Por toda la aldea se producían
explosiones en los patios y entradas de las casuchas. “Los estadunidenses nos
arrojaban granadas de humo y de pánico”, recuerda Mohamedin. “Nos las lanzaban
por docenas y gritaban todo el tiempo. No entendíamos su idioma, pero con ellos
venían tiradores afganos con la cara ennegrecida. Varios se pusieron a amarrar
a nuestras mujeres y los estadunidenses les levantaban la burka para verles el
rostro. Y entonces vimos a la niña que corría.”
Abdul Satar narra que la niña
tenía tres años y que salió de su casa corriendo y chillando de miedo; que se
llamaba Zarguna y era hija de un hombre llamado Abdul Shakour, y que alguien la
vio perder el equilibrio y caer al pozo de la aldea, que tiene 20 metros de
profundidad y está situado al otro lado de la mezquita. Durante la noche
permaneció allí, sola, al parecer con la espalda rota por el golpe, y se ahogó.
Otros niños del pueblo hallaron su cuerpo en la mañana.
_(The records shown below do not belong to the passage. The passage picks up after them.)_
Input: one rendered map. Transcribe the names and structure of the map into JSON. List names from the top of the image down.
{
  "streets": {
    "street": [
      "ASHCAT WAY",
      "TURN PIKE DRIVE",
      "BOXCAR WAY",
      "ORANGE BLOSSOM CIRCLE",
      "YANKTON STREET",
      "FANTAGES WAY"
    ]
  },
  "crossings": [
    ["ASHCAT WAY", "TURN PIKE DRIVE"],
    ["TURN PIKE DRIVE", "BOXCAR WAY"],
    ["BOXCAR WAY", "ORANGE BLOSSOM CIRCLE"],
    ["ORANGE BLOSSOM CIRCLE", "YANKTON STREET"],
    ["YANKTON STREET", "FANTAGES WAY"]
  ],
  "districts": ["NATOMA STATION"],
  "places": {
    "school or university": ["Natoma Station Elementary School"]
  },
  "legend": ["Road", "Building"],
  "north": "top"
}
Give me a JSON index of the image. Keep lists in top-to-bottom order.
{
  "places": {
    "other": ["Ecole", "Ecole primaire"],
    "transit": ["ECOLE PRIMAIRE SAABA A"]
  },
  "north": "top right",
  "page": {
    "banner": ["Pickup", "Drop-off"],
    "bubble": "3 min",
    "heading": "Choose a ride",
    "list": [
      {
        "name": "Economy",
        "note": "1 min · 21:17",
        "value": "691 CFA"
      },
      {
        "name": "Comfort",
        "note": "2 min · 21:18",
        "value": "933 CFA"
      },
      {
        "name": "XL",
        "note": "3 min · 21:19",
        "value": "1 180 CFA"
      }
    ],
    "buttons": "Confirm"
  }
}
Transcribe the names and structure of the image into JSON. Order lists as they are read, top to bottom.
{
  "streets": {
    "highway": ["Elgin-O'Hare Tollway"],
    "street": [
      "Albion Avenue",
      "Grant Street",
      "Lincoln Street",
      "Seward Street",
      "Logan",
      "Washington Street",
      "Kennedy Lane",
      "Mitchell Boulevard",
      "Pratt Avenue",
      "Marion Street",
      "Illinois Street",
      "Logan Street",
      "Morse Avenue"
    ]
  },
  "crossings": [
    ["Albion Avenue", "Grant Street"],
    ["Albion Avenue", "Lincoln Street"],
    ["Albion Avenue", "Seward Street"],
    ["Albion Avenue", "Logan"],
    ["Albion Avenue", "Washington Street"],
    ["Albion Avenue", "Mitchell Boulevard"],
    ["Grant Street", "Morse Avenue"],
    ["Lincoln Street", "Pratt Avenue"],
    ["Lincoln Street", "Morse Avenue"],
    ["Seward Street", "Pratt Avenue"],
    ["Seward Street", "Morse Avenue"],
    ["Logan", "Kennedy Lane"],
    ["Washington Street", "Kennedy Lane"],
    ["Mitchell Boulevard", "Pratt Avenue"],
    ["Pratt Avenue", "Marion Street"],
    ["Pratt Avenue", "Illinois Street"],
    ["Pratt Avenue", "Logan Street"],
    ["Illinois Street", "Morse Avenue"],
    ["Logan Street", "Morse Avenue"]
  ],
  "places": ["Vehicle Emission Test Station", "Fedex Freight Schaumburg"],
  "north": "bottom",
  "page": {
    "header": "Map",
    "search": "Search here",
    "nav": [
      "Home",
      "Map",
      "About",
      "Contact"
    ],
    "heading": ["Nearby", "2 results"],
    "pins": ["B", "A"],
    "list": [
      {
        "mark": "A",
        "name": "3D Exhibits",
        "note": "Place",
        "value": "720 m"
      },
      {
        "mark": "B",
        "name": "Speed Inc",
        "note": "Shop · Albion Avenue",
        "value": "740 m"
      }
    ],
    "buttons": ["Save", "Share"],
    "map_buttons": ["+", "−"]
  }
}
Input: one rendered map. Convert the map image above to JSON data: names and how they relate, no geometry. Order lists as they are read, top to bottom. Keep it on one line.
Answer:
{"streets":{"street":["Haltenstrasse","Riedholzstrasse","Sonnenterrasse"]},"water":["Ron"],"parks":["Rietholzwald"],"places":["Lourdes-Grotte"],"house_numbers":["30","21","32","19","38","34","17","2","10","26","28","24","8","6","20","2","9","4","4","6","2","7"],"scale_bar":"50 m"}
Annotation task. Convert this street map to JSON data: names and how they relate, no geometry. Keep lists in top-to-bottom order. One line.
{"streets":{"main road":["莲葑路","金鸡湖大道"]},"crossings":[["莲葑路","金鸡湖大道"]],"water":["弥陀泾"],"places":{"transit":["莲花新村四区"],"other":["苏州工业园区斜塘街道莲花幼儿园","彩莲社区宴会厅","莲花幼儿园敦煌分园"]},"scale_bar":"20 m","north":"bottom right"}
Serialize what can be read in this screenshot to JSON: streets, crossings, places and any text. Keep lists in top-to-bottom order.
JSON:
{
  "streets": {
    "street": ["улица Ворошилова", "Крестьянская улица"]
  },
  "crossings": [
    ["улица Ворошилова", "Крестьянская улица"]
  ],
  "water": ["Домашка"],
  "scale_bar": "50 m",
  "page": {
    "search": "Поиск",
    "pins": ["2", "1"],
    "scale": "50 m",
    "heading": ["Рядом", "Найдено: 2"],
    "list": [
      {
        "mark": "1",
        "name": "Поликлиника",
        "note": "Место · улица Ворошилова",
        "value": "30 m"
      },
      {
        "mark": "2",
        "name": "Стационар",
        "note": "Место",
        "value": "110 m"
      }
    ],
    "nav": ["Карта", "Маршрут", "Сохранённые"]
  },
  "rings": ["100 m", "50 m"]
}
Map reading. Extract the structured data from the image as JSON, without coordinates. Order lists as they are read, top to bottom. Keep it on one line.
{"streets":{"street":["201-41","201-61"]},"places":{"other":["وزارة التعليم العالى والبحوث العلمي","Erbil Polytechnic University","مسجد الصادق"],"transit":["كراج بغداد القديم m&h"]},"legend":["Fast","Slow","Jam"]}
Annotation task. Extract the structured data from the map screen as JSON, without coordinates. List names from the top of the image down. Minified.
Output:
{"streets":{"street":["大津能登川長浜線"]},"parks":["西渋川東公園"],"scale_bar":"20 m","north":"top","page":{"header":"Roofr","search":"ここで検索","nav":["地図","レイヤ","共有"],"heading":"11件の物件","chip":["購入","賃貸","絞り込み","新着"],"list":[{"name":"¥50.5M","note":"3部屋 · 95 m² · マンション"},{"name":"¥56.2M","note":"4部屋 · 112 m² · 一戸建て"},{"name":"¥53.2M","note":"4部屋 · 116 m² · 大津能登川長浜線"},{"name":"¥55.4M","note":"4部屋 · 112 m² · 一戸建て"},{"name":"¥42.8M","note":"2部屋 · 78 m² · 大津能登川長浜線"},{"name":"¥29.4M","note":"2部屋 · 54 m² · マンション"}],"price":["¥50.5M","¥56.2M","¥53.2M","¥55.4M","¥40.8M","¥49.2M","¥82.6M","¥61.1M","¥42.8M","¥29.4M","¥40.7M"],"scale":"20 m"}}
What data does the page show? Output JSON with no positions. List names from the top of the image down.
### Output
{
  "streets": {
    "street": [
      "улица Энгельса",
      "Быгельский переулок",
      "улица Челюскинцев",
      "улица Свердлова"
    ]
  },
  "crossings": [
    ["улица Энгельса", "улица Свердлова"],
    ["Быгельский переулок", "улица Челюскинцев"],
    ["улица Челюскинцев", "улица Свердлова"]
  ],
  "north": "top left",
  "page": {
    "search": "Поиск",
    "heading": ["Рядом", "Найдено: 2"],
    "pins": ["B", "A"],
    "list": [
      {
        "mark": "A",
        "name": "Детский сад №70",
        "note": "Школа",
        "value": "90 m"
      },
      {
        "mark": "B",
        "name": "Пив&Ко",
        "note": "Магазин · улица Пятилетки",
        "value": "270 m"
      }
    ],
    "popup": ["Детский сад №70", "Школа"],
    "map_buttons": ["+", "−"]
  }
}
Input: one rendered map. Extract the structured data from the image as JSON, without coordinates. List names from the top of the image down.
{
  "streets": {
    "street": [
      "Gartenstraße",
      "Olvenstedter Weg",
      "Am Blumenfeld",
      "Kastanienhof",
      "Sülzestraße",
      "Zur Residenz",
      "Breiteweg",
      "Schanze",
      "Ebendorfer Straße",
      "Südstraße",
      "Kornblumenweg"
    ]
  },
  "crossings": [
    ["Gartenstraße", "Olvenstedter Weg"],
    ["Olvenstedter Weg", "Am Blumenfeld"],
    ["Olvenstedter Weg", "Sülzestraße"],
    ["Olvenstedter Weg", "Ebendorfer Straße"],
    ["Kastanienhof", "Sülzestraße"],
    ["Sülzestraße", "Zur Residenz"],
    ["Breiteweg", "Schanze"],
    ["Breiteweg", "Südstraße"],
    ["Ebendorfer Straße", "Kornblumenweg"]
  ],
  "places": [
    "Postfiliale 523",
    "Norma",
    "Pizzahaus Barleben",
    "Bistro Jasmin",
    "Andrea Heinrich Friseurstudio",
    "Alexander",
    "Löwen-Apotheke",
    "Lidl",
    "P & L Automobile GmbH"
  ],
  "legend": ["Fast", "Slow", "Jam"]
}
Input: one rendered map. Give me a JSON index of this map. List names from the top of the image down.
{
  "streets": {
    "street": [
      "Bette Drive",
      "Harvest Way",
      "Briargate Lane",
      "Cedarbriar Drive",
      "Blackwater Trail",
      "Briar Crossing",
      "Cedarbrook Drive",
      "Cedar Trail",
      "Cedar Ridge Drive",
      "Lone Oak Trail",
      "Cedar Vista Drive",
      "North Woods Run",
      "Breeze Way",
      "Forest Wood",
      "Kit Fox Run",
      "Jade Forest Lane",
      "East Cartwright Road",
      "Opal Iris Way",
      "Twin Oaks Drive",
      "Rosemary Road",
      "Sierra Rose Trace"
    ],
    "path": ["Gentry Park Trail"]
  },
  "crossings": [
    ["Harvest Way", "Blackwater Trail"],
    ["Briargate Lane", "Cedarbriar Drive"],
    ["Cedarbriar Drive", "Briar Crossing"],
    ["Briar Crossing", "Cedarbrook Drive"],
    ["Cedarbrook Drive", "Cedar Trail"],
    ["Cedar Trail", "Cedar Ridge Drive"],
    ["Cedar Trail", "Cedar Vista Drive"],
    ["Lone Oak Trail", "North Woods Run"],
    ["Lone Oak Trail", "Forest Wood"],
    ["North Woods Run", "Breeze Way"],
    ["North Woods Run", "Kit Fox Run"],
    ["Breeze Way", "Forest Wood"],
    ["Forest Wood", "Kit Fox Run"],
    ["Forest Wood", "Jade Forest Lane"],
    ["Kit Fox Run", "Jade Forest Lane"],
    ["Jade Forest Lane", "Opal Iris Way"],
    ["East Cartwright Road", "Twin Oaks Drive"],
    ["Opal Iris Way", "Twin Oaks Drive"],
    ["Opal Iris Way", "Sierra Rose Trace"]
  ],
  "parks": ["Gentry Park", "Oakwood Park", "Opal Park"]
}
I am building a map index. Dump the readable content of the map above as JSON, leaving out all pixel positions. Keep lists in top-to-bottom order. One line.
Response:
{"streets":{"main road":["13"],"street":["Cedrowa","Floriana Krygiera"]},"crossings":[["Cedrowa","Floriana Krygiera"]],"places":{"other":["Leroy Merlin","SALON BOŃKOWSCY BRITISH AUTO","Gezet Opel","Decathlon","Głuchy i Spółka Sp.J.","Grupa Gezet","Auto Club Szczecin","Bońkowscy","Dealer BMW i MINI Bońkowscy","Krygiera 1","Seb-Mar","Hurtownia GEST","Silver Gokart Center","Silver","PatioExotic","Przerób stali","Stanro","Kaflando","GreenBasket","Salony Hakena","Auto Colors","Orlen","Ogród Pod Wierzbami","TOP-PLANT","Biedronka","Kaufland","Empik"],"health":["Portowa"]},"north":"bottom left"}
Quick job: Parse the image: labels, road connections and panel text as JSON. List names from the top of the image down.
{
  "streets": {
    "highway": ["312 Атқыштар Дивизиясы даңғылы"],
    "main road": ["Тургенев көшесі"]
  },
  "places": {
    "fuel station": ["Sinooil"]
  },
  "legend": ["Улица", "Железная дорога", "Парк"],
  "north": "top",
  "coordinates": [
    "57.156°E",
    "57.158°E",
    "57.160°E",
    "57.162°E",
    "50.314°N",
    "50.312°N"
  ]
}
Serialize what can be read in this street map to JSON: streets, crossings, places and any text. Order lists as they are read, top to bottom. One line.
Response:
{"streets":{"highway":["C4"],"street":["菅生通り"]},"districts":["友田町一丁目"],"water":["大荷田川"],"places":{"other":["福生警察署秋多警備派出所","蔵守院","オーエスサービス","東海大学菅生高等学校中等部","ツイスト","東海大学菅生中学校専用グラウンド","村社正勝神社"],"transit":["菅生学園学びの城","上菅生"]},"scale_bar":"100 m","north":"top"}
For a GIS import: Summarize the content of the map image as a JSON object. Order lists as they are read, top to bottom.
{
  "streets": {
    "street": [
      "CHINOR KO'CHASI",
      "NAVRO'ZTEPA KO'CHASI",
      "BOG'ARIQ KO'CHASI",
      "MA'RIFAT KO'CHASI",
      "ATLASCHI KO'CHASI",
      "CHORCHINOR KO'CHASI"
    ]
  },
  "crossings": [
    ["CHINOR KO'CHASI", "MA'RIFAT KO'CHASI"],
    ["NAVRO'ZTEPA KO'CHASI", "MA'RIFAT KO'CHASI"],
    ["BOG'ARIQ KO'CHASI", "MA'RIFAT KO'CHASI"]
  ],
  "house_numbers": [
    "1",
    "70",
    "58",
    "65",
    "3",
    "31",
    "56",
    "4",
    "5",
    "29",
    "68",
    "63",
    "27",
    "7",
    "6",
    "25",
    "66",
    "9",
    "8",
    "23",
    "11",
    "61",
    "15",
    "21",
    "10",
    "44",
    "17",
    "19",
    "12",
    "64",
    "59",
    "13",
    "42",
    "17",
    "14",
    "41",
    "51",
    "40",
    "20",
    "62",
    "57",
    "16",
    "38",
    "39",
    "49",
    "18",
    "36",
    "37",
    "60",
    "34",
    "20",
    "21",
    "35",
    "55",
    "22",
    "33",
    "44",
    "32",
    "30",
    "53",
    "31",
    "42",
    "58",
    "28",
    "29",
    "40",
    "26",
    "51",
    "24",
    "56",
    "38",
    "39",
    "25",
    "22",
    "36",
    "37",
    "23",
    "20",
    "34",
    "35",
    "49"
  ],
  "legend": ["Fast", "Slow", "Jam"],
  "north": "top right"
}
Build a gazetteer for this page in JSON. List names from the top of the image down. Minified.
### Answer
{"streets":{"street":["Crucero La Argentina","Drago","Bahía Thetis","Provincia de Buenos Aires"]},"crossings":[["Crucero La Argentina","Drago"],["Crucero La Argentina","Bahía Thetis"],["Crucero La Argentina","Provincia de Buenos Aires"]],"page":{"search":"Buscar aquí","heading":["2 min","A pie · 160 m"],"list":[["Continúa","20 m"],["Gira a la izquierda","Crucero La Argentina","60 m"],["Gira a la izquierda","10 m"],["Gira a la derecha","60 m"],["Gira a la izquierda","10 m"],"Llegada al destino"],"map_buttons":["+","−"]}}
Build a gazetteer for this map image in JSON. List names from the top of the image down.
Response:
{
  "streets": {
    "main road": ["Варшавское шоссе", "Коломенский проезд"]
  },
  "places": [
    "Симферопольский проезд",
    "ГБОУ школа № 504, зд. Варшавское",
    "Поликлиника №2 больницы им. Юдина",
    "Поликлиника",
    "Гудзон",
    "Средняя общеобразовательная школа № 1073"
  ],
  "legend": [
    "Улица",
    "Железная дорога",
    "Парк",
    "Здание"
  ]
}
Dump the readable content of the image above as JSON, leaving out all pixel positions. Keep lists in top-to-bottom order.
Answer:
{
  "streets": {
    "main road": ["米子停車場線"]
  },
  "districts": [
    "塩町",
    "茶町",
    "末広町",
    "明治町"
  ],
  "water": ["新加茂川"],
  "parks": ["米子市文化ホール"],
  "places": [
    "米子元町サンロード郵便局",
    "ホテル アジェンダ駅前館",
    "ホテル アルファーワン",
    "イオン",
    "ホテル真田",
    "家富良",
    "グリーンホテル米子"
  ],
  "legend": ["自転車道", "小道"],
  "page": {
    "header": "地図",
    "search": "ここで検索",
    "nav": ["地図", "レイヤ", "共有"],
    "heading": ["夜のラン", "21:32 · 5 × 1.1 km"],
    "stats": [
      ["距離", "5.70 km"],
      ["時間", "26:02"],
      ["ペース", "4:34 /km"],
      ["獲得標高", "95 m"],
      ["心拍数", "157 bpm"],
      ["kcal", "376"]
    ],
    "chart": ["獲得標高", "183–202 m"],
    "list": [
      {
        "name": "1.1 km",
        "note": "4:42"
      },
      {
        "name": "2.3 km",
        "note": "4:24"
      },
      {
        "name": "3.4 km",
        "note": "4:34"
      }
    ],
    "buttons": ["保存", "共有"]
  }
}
Los estadunidenses no prestaron
atención al incidente. Por la descripción que los aldeanos hicieron de sus
ropas, había entre los atacantes tanto Fuerzas Especiales estadunidenses como
unidades de las Fuerzas Especiales afganas, tropas brutales y mal disciplinadas
procedentes de la antigua policía secreta Khad de Kabul. También había 150
soldados del escuadrón 101 aerotransportado de Estados Unidos, cuya base está
en Fort Campbell, Kentucky, muy lejos de Hajibirgit, que está en pleno
desierto, a 80 kilómetros de la ciudad de Kandahar, en el suroeste de
Afganistán. Y los estadunidenses estaban obsesionados con una idea: que en la
aldea había líderes talibanes y del movimiento Al Qaeda de Osama Bin Laden.
Días después, un antiguo
miembro de la unidad de Fuerzas Especiales de una de las coaliciones aliadas de
Estados Unidos a quien me encontré me dio su propia explicación de la conducta
de los soldados estadunidenses. “Cuando nosotros entramos en una aldea y vemos
un granjero de barba, vemos un afgano de barba”, me dijo. “Cuando los
estadunidenses entran en una aldea y ven un granjero de barba, ven a Osama Bin
Laden.”
Todas las mujeres y niños
recibieron la orden de reunirse en un extremo del poblado. “Nos empujaban y nos
sacaban a jalones de nuestras casas”, dice Mohamedin. “Algunos de los afganos
nos insultaban, y mientras tanto lanzaban granadas a nuestras casas.” Al otro
día, los pocos aldeanos que lograron escapar recogieron las granadas de pánico
con ayuda de niños. Había docenas, como pocillos cilíndricos verdes con nombres
y cifras estampadas. Una dice “7 BANG Delay: 1.5 secs NIC-01/06-07”, otra “1
BANG, 170 dB Delay: 1.5 secs”. Estas fueron las granadas que aterrorizaron a
Zarguna y finalmente causaron su muerte. Parte regular del equipo de las
Fuerzas Especiales de Estados Unidos, son fabricadas en Alemania por la firma
Nico-Pyrotechnik de Hamburgo, de allí las siglas “NIC” que llevan. La
abreviatura “dB” quiere decir decibeles, en tanto las expresiones “Delay” y
“secs” se refieren a los segundos que tardan en hacer explosión.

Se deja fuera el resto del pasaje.